Inverse configuraties
Soms treffen we verbindingen waarbij de donauconfiguratie op de kop wordt gevoerd, dus met de punt naar beneden. Voor zover bekend heeft dat geen eigen naam. Pylon geeks in een gekscherende bui kunnen het over aunod hebben, maar dat is niet conform de boekjes. Een driehoek met de punt omlaag treffen we in sommige driecircuit-deltamasten aan als middelste circuit, maar bijvoorbeeld in Zweden zijn er ook goedkope tuienmasten met één omgekeerd donaucircuit omdat die toevallig prettig in een V-vormige mast past.
Inverse donauvorm bij een enkelcircuitlijn in Zweden (kruising tussen een guyed V en een chainette) en een inverse donauvorm in het middelste circuit van een driecircuit-deltaverbinding. Foto links door Mark van der Meer, rechts door Ruben Schots.
Een inverse dennenboomvorm komt ook wel eens voor, maar dan bij eindmasten omdat je met een langere boventraverse makkelijker de draden naar de grond kan leiden zonder dat ze elkaar in de weg zitten. Volledige lijnen met inverse dennenboomvorm? We dachten ook bij deze site dat dat onmogelijk was, totdat… only in Russia.
Inverse dennenboomvorm bij een verbinding in Rusland. Misschien van meerwaarde vanwege een smallere corridor bij het snoeien van de bosjes? Rechts: inverse tonvorm in Amerika. Wat hiervan de meerwaarde is begrijpen we ook bij HoogspanningsNet niet.

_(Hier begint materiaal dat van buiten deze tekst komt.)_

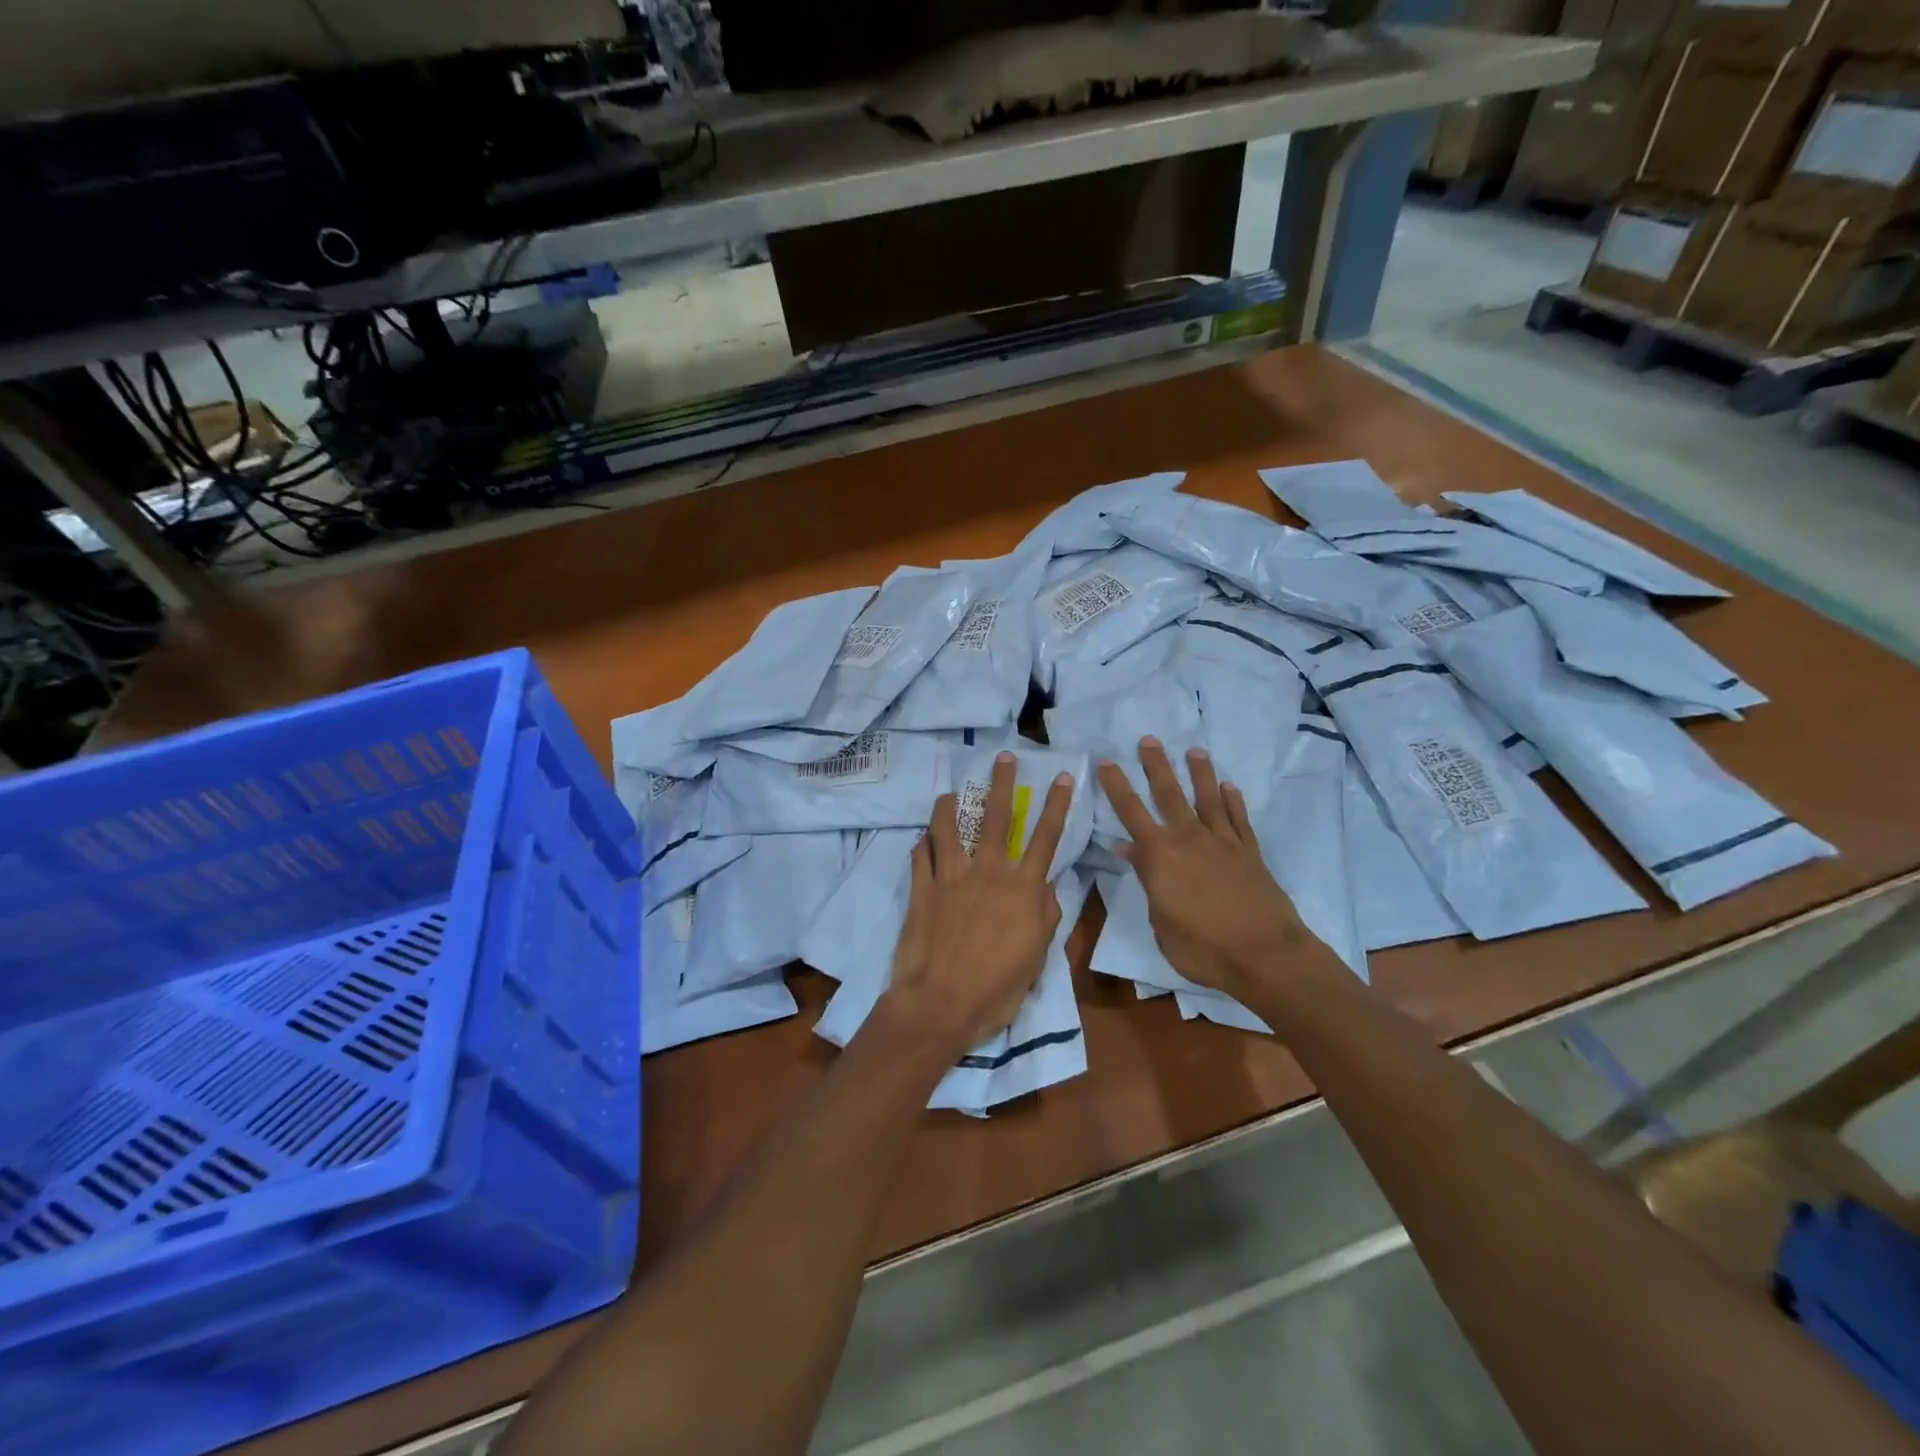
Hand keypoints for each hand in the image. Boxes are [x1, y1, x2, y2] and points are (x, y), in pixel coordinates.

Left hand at [883, 752, 1075, 1057]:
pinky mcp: (922, 889)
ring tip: (950, 791)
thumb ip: (1045, 916)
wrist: (940, 1003)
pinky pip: (921, 856)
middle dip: (1002, 784)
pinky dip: (923, 843)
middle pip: (997, 818)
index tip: (1062, 777)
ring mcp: (951, 877)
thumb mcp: (1036, 957)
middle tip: (1003, 757)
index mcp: (1021, 888)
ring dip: (950, 805)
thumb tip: (1047, 887)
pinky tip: (923, 837)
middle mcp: (987, 872)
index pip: (1045, 838)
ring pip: (950, 828)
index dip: (1056, 805)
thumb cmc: (996, 987)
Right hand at [1096, 738, 1338, 1003]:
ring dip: (1200, 774)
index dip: (1116, 786)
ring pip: (1208, 799)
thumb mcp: (1160, 922)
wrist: (1266, 954)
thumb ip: (1147, 881)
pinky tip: (1230, 788)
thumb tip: (1130, 850)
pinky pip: (1239, 820)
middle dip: (1156, 766)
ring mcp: (1223, 843)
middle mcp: (1190, 838)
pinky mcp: (1250, 853)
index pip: (1131, 812)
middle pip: (1170, 794)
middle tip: (1148, 740)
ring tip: (1195, 751)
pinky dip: (1234, 802)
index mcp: (1160, 855)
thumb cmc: (1202, 947)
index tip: (1106, 761)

Nog zeldzamer is een inverse tonvorm. Er is ons slechts één geval bekend van verbindingen waarbij dit is toegepast (in Amerika, zie foto) en we hebben geen idee waarom dat gedaan is. Er zitten voor zover wij iets van hoogspanning afweten geen technische voordelen aan ten opzichte van de gangbare tonvorm: de dans-ellipsen en het voorkomen van problemen daarmee is identiek, maar de elektrotechnische voordelen van zeshoekige symmetrie ontbreken, plus dat je nu ook nog eens twee lange armen nodig hebt in plaats van ééntje.

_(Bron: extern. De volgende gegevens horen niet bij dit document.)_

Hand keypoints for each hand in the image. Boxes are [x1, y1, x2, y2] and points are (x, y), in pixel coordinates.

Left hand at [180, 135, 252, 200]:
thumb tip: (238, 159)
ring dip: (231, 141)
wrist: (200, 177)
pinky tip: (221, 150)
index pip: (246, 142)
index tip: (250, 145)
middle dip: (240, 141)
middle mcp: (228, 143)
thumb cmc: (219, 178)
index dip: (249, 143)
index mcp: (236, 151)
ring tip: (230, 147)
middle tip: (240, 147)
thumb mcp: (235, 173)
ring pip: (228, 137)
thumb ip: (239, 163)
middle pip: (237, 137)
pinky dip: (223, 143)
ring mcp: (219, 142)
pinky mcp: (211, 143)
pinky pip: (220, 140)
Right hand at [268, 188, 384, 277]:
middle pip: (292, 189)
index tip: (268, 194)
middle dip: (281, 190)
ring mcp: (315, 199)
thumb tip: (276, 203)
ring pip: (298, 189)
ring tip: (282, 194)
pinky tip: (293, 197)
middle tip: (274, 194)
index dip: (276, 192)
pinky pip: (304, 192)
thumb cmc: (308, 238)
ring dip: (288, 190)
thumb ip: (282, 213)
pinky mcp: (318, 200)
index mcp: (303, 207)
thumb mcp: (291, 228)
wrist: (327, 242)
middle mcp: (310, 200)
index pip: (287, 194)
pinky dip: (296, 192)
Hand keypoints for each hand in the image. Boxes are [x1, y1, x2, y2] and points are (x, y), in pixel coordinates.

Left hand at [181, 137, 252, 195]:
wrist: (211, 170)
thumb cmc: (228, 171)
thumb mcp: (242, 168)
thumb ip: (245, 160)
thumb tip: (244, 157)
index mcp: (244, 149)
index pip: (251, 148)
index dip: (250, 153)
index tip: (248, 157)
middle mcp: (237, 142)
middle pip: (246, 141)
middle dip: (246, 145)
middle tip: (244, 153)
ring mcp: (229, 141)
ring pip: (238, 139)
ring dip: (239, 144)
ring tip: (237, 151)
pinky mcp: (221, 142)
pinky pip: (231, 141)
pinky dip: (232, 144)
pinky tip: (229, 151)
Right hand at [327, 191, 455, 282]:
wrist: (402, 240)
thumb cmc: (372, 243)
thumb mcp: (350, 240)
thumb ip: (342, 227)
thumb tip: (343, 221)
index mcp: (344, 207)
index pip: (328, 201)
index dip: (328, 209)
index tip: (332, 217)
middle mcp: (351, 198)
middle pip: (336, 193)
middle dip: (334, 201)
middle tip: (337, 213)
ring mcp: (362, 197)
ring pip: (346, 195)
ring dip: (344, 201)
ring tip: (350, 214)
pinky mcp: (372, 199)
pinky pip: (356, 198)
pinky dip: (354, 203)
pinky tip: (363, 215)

Niet te beoordelen configuraties
Als er drie circuits in een mast hangen is het plotseling mogelijk om een rechthoekige drie-bij-drie gridvorm te maken. Dat is met een portaal een probleempje als je vanaf enige afstand probeert te zien hoe de circuits in de mast hangen. Is hier nou sprake van drie boven elkaar hangende vlakke circuits, of drie naast elkaar hangende verticale circuits?

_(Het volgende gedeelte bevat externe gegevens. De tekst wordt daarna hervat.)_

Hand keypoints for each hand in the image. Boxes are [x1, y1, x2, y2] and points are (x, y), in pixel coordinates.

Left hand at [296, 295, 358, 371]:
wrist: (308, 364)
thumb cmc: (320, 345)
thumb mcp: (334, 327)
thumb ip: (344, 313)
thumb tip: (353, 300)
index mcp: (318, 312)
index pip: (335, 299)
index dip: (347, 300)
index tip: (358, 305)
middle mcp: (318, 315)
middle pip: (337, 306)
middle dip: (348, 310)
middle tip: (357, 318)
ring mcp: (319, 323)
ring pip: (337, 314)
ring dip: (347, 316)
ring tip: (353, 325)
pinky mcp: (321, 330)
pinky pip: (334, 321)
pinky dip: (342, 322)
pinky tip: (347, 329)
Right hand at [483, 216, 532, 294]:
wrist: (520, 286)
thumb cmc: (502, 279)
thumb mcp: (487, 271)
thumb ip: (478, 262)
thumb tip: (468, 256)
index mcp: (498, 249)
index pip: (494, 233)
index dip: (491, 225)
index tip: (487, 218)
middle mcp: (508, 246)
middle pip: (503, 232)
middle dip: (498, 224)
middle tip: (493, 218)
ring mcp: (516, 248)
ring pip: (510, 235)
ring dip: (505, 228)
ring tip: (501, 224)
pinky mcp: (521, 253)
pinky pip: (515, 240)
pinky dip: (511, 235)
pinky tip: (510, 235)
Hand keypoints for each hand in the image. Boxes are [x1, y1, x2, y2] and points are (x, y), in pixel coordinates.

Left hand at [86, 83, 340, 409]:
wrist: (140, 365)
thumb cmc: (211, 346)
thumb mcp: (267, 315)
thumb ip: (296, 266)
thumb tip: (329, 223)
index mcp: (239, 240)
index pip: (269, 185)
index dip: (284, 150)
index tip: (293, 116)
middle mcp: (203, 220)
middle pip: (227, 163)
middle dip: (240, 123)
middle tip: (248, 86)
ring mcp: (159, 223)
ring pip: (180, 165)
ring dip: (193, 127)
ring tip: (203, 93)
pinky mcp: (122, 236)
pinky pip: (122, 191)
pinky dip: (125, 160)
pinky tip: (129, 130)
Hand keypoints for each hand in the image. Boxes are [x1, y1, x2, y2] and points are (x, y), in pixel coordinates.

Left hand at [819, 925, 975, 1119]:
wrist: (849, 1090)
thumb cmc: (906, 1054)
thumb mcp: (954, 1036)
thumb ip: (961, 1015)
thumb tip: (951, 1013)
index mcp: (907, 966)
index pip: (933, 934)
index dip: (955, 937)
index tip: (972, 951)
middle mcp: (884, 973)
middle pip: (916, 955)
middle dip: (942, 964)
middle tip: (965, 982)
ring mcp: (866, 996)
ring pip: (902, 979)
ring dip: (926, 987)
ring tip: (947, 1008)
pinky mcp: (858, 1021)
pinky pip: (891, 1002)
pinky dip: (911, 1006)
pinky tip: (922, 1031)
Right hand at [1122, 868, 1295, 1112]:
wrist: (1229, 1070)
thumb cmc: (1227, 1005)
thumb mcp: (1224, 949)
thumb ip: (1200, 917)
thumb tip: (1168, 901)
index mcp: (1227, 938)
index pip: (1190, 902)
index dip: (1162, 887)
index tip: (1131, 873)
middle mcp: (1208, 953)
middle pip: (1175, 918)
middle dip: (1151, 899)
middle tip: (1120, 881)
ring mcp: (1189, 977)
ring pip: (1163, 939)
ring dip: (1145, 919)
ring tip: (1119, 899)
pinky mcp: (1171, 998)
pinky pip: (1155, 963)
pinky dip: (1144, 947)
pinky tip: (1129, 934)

Drie naast elkaar of drie boven elkaar? Zeg het eens. Foto door Hans Nienhuis, die het ook niet wist hier in de Amerikaanse Midwest.
Borden of circuitaanduidingen lezen kan helpen, maar vanaf een afstandje is het enige wat je kan doen op je verstand afgaan. Op de stations is het ingewikkelder om drie circuits van boven elkaar af te spannen dan drie naast elkaar. Die kan je immers gewoon wat opzij trekken. Ook voor onderhoud is naast elkaar verticaal makkelijker, je kan dan één zijde afschakelen en vanaf de zijkant van de mast aan het werk gaan. Alleen het circuit in het midden is dan lastig.
Een ander lastig geval zien we bij viercitcuitmasten. Wanneer er vier circuits in een mast of portaal worden gehangen ontstaat een indrukwekkend aantal draden, maar ook een probleem wanneer de mast of het portaal drie verdiepingen heeft. Waar we ons met drie circuits afvroegen of ze naast of boven elkaar hangen, kunnen we ons met vier circuits afvragen of er viermaal verticaal in hangt, of viermaal donau met tweemaal een rechte hoek, en tweemaal de inverse vorm. Ook nu is het lezen van de circuitborden en aanduidingen nodig om uitkomst te bieden.
Vier naast elkaar, of tweemaal donau en tweemaal inverse donau? Foto door Bavo Lens.
Exotische configuraties
Er zijn nog meer manieren waarop je drie draden of zes draden in een mast kan hangen. Deze mogelijkheden hebben geen naam en er wordt geen rekening mee gehouden in de engineeringswereld omdat ze zo weinig voorkomen en vanwege hun glijdende schaal, waardoor ze vrijwel onmogelijk te beschrijven zijn. Maatwerk is hier noodzakelijk.